_PROBLEM REQUIREMENTS:_
Below are records with pictures. Transcribe exactly, and only, the lines from the line with "Build a routing" to the line with "Road topology of", both ends included, but not the pictures.

_TASK INPUT:_
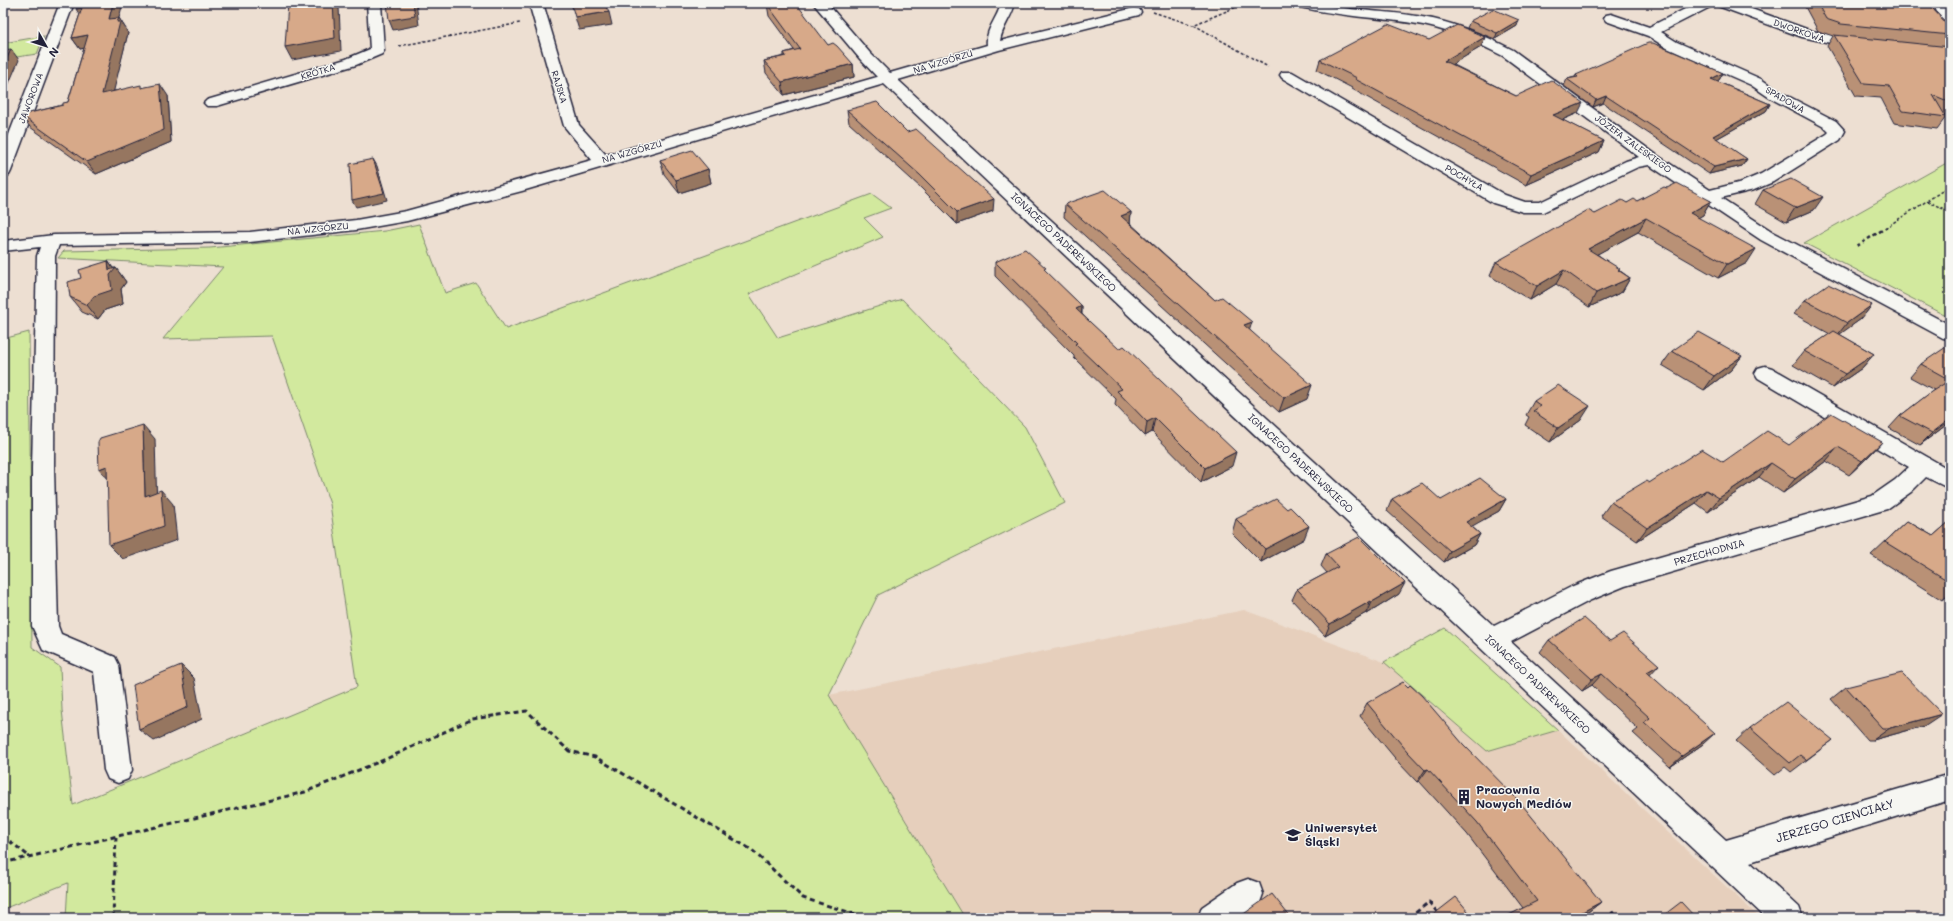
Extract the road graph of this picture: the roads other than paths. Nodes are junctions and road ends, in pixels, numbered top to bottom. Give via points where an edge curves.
1 (67, 3) edge
2 (374, 3) edge
3 (536, 3) edge
4 (820, 3) edge
5 (1008, 3) edge
6 (1301, 3) edge
7 (1707, 3) edge
8 (1723, 3) edge
9 (1941, 3) edge
10 (1945, 3) edge
11 (1950, 6) edge
12 (1134, 12) road end
13 (1611, 18) dead end
14 (1950, 18) edge
15 (1653, 33) junction
16 (994, 47) junction
17 (1875, 47) edge
18 (1280, 72) road end
19 (888, 79) junction
20 (212, 103) dead end
21 (1652, 159) junction
22 (602, 161) junction
23 (3, 171) edge
24 (1706, 196) junction
25 (54, 240) junction
26 (3, 246) edge
27 (1950, 333) edge
28 (1765, 373) dead end
29 (1924, 466) junction
30 (1950, 481) edge
31 (1491, 640) junction
32 (118, 770) dead end
33 (1950, 787) edge
34 (1721, 856) junction
35 (1248, 894) dead end
36 (1213, 918) edge
37 (1788, 918) edge

1 - 23 street, JAWOROWA
2 - 20 street, KRÓTKA via 377,51 350,62
3 - 22 street, RAJSKA via 572,126
4 - 19 street, IGNACEGO PADEREWSKIEGO
5 - 16 street via 994,32
6 - 21 street, JÓZEFA ZALESKIEGO via 1338,12 1422,22 1451,28 1481,39 1508,53
7 - 15 street via 1654,30
8 - 17 street, DWORKOWA via 1814,37 1832,42
9 - 14 street via 1942,11
10 - 11 street
12 - 16 street, NA WZGÓRZU
13 - 15 street
15 - 24 street, SPADOWA via 1672,45 1756,82 1830,124 1837,131 1834,138 1767,178 1748,186
16 - 19 street, NA WZGÓRZU
18 - 21 street, POCHYŁA via 1499,199 1523,207 1534,208 1552,204 1632,164
19 - 22 street, NA WZGÓRZU
19 - 31 street, IGNACEGO PADEREWSKIEGO
21 - 24 street, JÓZEFA ZALESKIEGO
22 - 25 street, NA WZGÓRZU via 447,206 356,225 250,237
24 - 27 street, JÓZEFA ZALESKIEGO via 1767,236
25 - 26 street, NA WZGÓRZU
25 - 32 street via 46,256 43,468 45,626 52,642 106,665
28 - 29 street
29 - 30 street
29 - 31 street, PRZECHODNIA via 1903,486 1879,503 1620,578 1582,593
31 - 34 street, IGNACEGO PADEREWSKIEGO
33 - 34 street, JERZEGO CIENCIAŁY
34 - 37 street, IGNACEGO PADEREWSKIEGO
35 - 36 street

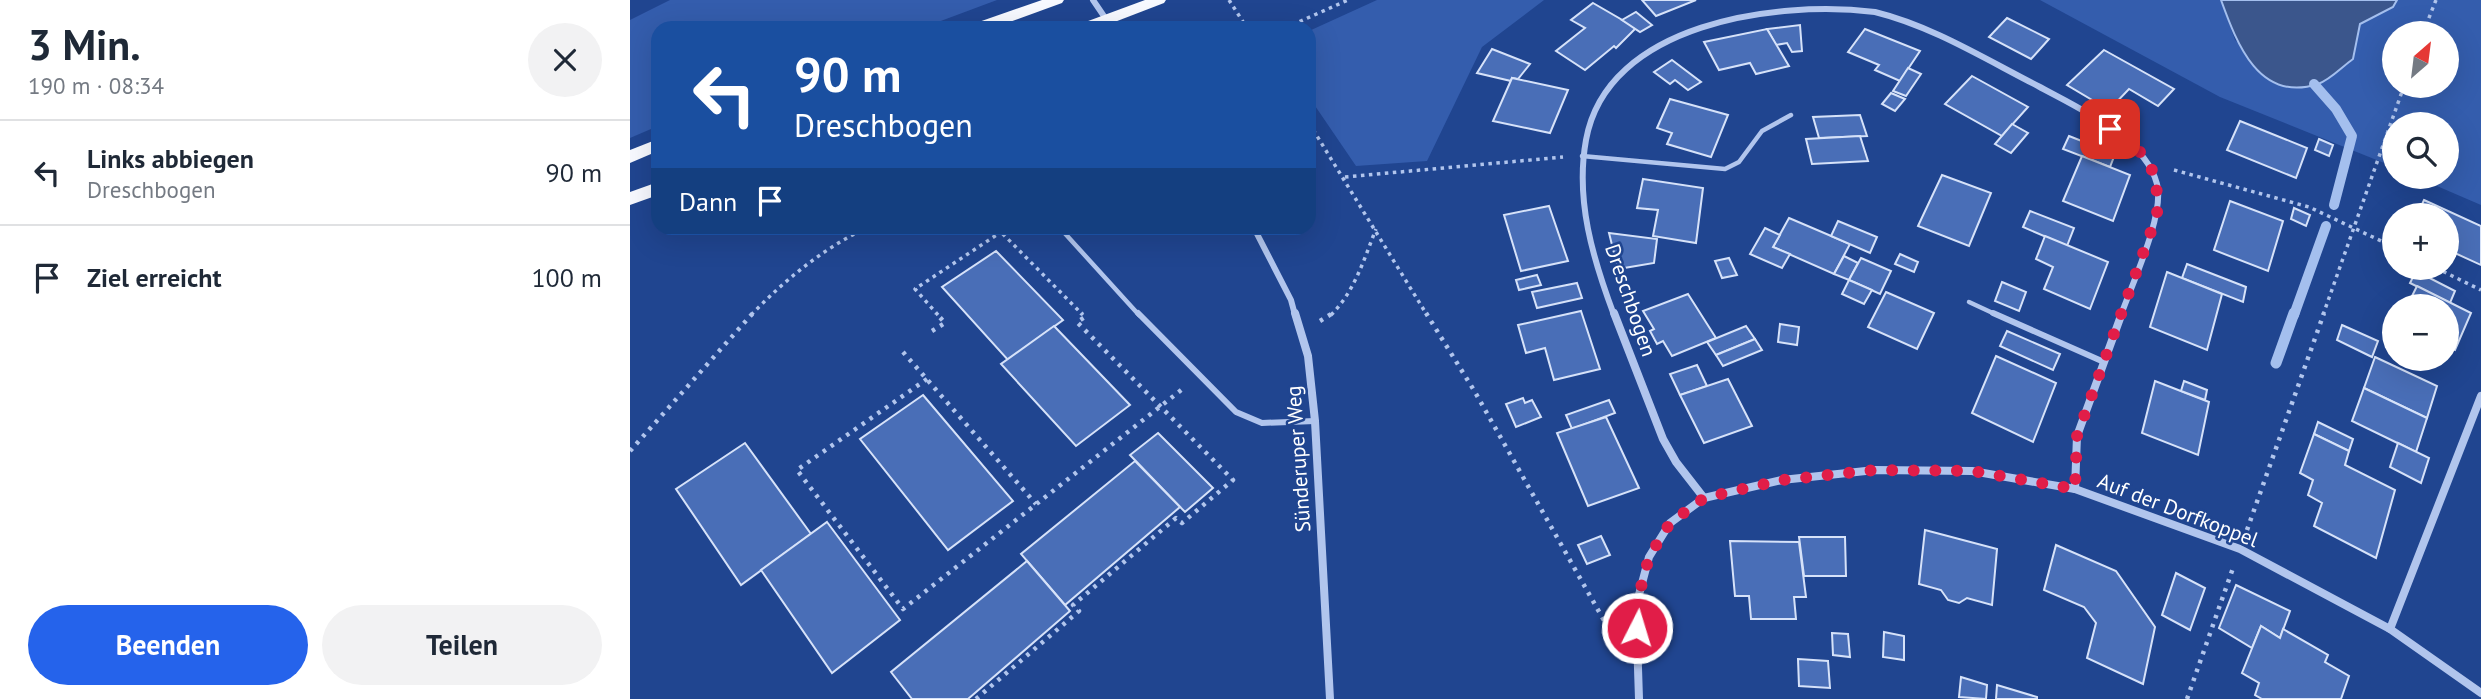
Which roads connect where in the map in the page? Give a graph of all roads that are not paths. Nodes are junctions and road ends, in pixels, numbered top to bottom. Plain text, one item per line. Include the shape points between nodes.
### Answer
1 (1057, 0) edge
2 (1093, 0) edge
3 (1159, 0) edge
4 (1785, 2) dead end
5 (1772, 4) dead end
6 (998, 21) edge
7 (1107, 21) edge
8 (1115, 21) edge
9 (1791, 115) dead end
10 (651, 148) edge
11 (1582, 156) junction
12 (630, 157) edge
13 (651, 191) edge
14 (630, 199) edge
15 (1067, 235) edge
16 (1258, 235) edge
17 (1969, 302) dead end
18 (2104, 362) junction
19 (2481, 396) edge
20 (1315, 421) junction
21 (2075, 489) junction
22 (1704, 498) junction
23 (2390, 629) junction
24 (2481, 693) edge
25 (1330, 699) edge
26 (1639, 699) edge

1 - 6 main road
2 - 7 street
3 - 8 main road
4 - 18 street via 1824,2 1870,10 1955,43 2057,96 2127,141 2150,163 2158,184 2157,215
5 - 11 street, Dreschbogen via 1732,10 1692,25 1647,51 1619,75 1598,103
9 - 11 lane via 1762,131 1739,162 1724,169
10 - 12 main road
11 - 22 street, Dreschbogen via 1583,195 1597,270 1668,449
13 - 14 main road
15 - 20 lane via 1236,412 1262,423
16 - 20 street, Sünderuper Weg via 1291,300 1308,356
17 - 18 lane
18 - 21 street via 2077,436
19 - 23 street
20 - 25 street, Sünderuper Weg
21 - 22 street, Auf der Dorfkoppel via 1972,471 1875,470 1782,480
21 - 23 street, Auf der Dorfkoppel via 2240,549
22 - 26 street, Auf der Dorfkoppel via 1670,523 1649,557 1636,606
23 - 24 street, Auf der Dorfkoppel

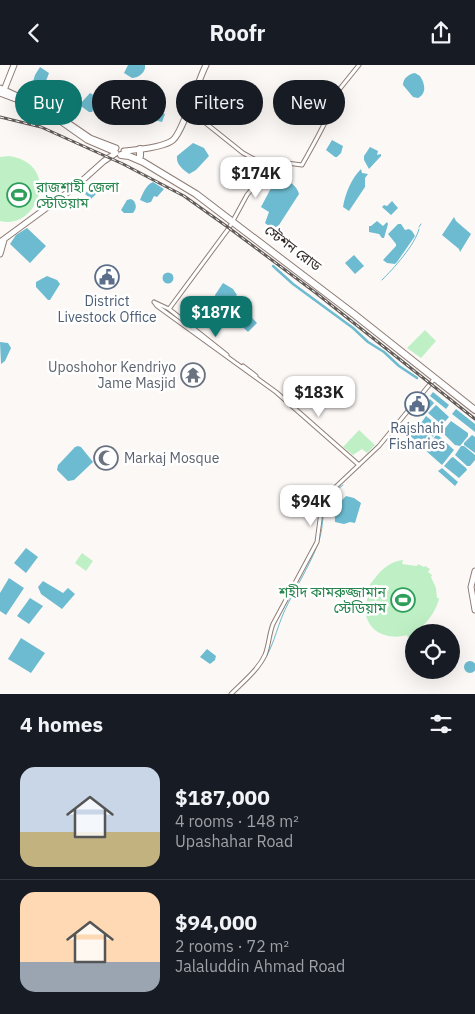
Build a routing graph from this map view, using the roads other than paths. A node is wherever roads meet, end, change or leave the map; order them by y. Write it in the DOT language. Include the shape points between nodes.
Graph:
graph roads {
  1 [pos="14,65"];
  2 [pos="206,65"];
  3 [pos="359,65"];
  4 [pos="198,80"];
  5 [pos="1,90"];
  6 [pos="178,125"];
  7 [pos="181,125"];
  8 [pos="206,125"];
  9 [pos="106,149"];
  10 [pos="119,152"];
  11 [pos="140,153"];
  12 [pos="104,161"];
  13 [pos="271,168"];
  14 [pos="96,170"];
  15 [pos="233,220"];
  16 [pos="2,241"];
  17 [pos="0,254"];
  18 [pos="169,309"];
  19 [pos="434,381"];
  20 [pos="267,386"];
  21 [pos="475,406"];
  22 [pos="475,410"];
  23 [pos="359,465"];
  24 [pos="475,571"];
  25 [pos="475,582"];
  26 [pos="475,598"];
  27 [pos="475,610"];
  28 [pos="231,694"];
  1 -- 5 [label="main road"];
  2 -- 4 [label="main road"];
  3 -- 13 [label="street" via="334,96 326,120 302,165 280,162"];
  5 -- 9 [label="main road, স্টেশন রোড" via="44,111 88,141"];
  5 -- 10 [label="main road, স্টেশন রোড" via="52,112 90,138"];
  6 -- 10 [label="main road" via="171,139 163,143"];
  7 -- 11 [label="main road" via="172,140"];
  8 -- 13 [label="street" via="243,153"];
  9 -- 10 [label="main road, স্টেশন রোড"];
  9 -- 12 [label="main road"];
  10 -- 11 [label="highway, স্টেশন রোড"];
  10 -- 12 [label="main road"];
  10 -- 14 [label="main road"];
  10 -- 15 [label="highway, স্টেশন রোড" via="159,171"];
  11 -- 15 [label="highway, স্টেশন রোড" via="198,191"];
  12 -- 14 [label="main road"];
  13 -- 15 [label="street" via="247,195"];
  14 -- 16 [label="main road"];
  15 -- 18 [label="street"];
  15 -- 19 [label="highway, স্টেশন রোড" via="361,318"];
  16 -- 17 [label="main road"];
  18 -- 20 [label="street"];
  18 -- 20 [label="street" via="154,302"];
  19 -- 21 [label="highway"];
  19 -- 22 [label="highway"];
  19 -- 23 [label="street"];
  20 -- 23 [label="street"];
  23 -- 28 [label="street" via="328,495 317,542 274,624 265,653 253,672"];
  24 -- 27 [label="main road" via="471,592"];
  25 -- 26 [label="main road"];
}
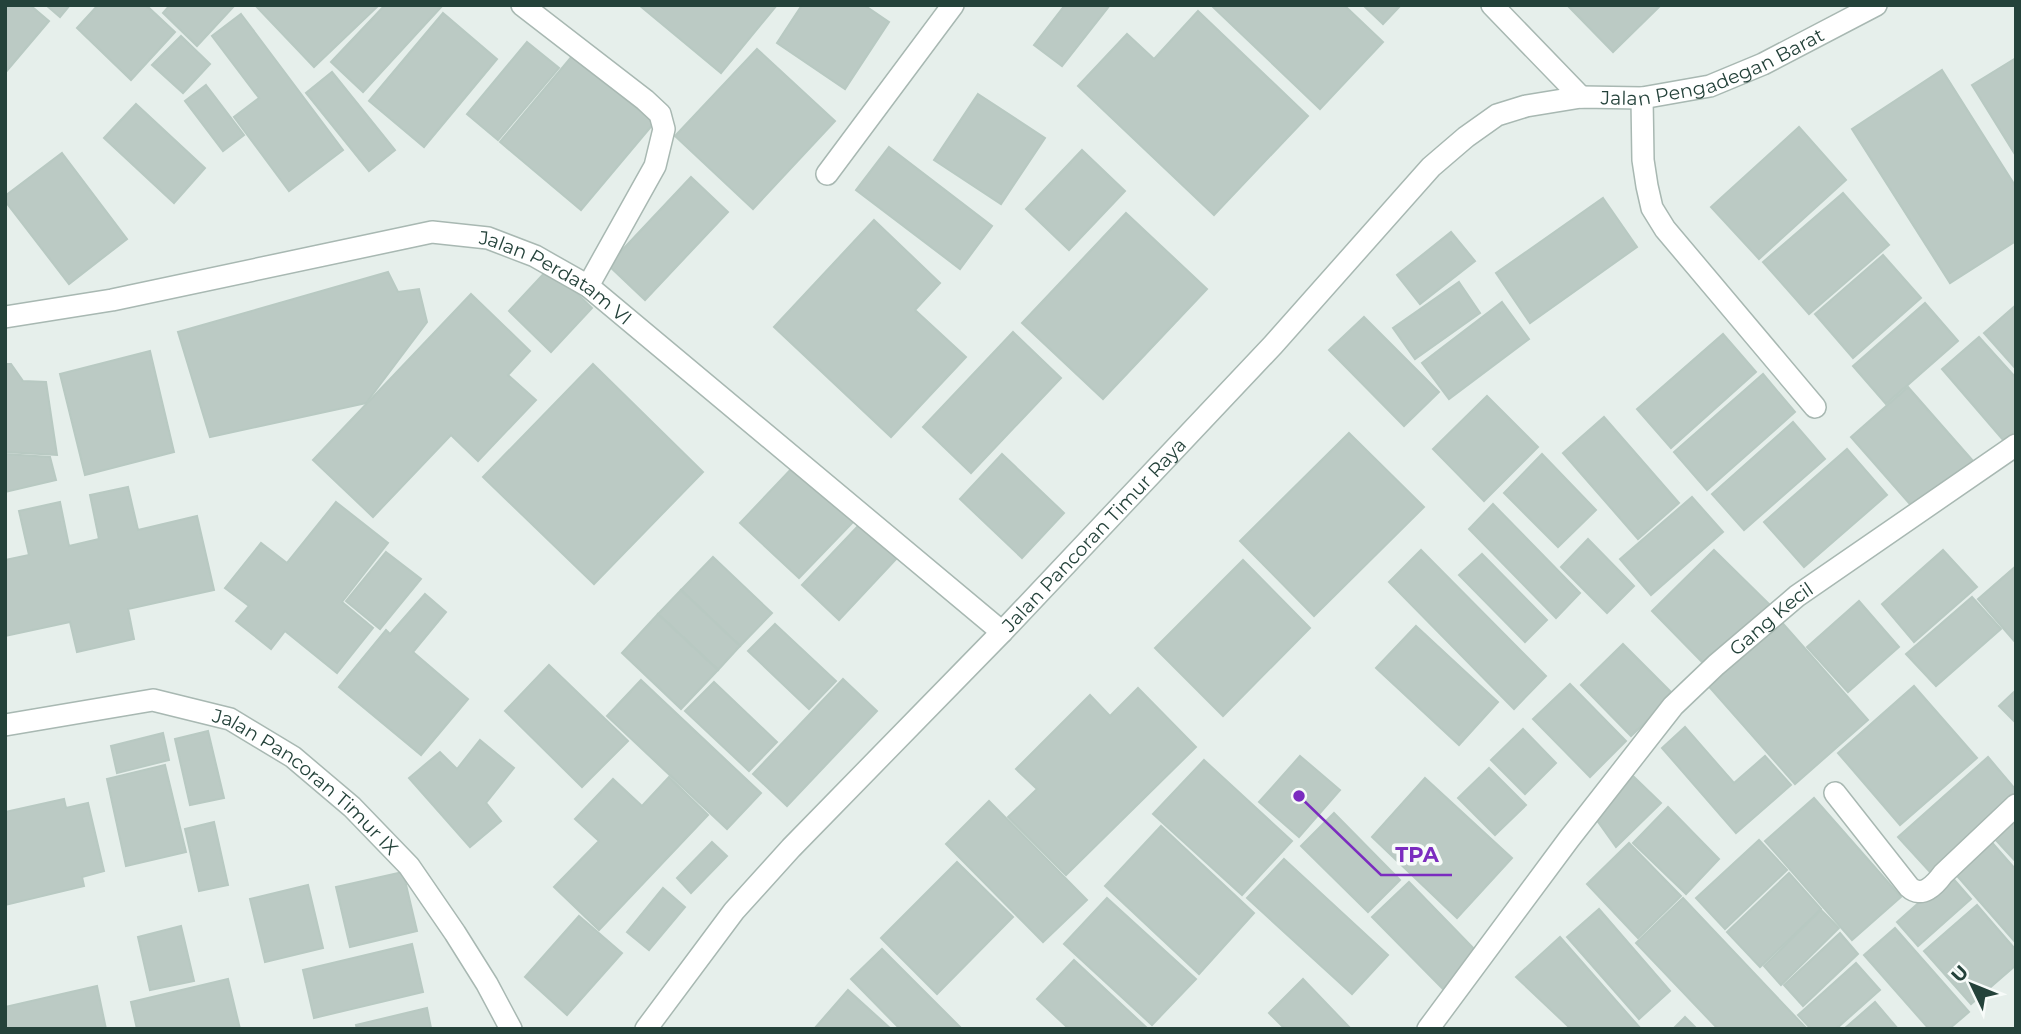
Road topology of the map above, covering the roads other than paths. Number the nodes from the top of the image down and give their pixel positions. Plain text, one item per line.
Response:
1 (522, 5) edge
2 (953, 5) edge
3 (1492, 5) edge
4 (1876, 5) edge
5 (1581, 97) junction
6 (1642, 98) junction
7 (827, 174) dead end
8 (588, 286) junction
9 (5, 317) edge
10 (1815, 407) dead end
11 (2016, 445) edge
12 (1002, 632) junction
13 (5, 725) edge
14 (1835, 793) dead end
15 (2016, 805) edge
16 (511, 1029) edge
17 (646, 1029) edge
18 (1428, 1029) edge

1 - 8 street
2 - 7 street
3 - 5 street
4 - 6 street, Jalan Pengadegan Barat
5 - 6 street, Jalan Pengadegan Barat
5 - 12 street, Jalan Pancoran Timur Raya
6 - 10 street
8 - 9 street, Jalan Perdatam VI
8 - 12 street, Jalan Perdatam VI
11 - 18 street, Gang Kecil
12 - 17 street, Jalan Pancoran Timur Raya
13 - 16 street, Jalan Pancoran Timur IX
14 - 15 street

_ANSWER TO THIS EXERCISE:_
Build a routing graph from this map view, using the roads other than paths. A node is wherever roads meet, end, change or leave the map; order them by y. Write it in the DOT language. Include the shape points between nodes.
Graph:
graph roads {
  1 [pos="14,65"];
  2 [pos="206,65"];
  3 [pos="359,65"];
  4 [pos="198,80"];
  5 [pos="1,90"];
  6 [pos="178,125"];
  7 [pos="181,125"];
  8 [pos="206,125"];
  9 [pos="106,149"];
  10 [pos="119,152"];
  11 [pos="140,153"];
  12 [pos="104,161"];
  13 [pos="271,168"];
  14 [pos="96,170"];
  15 [pos="233,220"];
  16 [pos="2,241"];
  17 [pos="0,254"];
  18 [pos="169,309"];
  19 [pos="434,381"];
  20 [pos="267,386"];
  21 [pos="475,406"];
  22 [pos="475,410"];
  23 [pos="359,465"];
  24 [pos="475,571"];
  25 [pos="475,582"];
  26 [pos="475,598"];
  27 [pos="475,610"];
  28 [pos="231,694"];
  1 -- 5 [label="main road"];
  2 -- 4 [label="main road"];
  3 -- 13 [label="street" via="334,96 326,120 302,165 280,162"];
  5 -- 9 [label="main road, স্টেশন রোড" via="44,111 88,141"];
  5 -- 10 [label="main road, স্টেশন রোড" via="52,112 90,138"];
  6 -- 10 [label="main road" via="171,139 163,143"];
  7 -- 11 [label="main road" via="172,140"];
  8 -- 13 [label="street" via="243,153"];
  9 -- 10 [label="main road, স্টেশন রোড"];
  9 -- 12 [label="main road"];
  10 -- 11 [label="highway, স্টেশন রোড"];
  10 -- 12 [label="main road"];
  10 -- 14 [label="main road"];
  10 -- 15 [label="highway, স্টেশন রোড" via="159,171"];
  11 -- 15 [label="highway, স্টেশন রোড" via="198,191"];
  12 -- 14 [label="main road"];
  13 -- 15 [label="street" via="247,195"];
  14 -- 16 [label="main road"];
  15 -- 18 [label="street"];
  15 -- 19 [label="highway, স্টেশন রোড" via="361,318"];
  16 -- 17 [label="main road"];
  18 -- 20 [label="street"];
  18 -- 20 [label="street" via="154,302"];
  19 -- 21 [label="highway"];
  19 -- 22 [label="highway"];
  19 -- 23 [label="street"];
  20 -- 23 [label="street"];
  23 -- 28 [label="street" via="328,495 317,542 274,624 265,653 253,672"];
  24 -- 27 [label="main road" via="471,592"];
  25 -- 26 [label="main road"];
}
Road topology of the map above, covering the roads other than paths. Number the nodes from the top of the image down and give their pixel positions. Plain text, one item per line.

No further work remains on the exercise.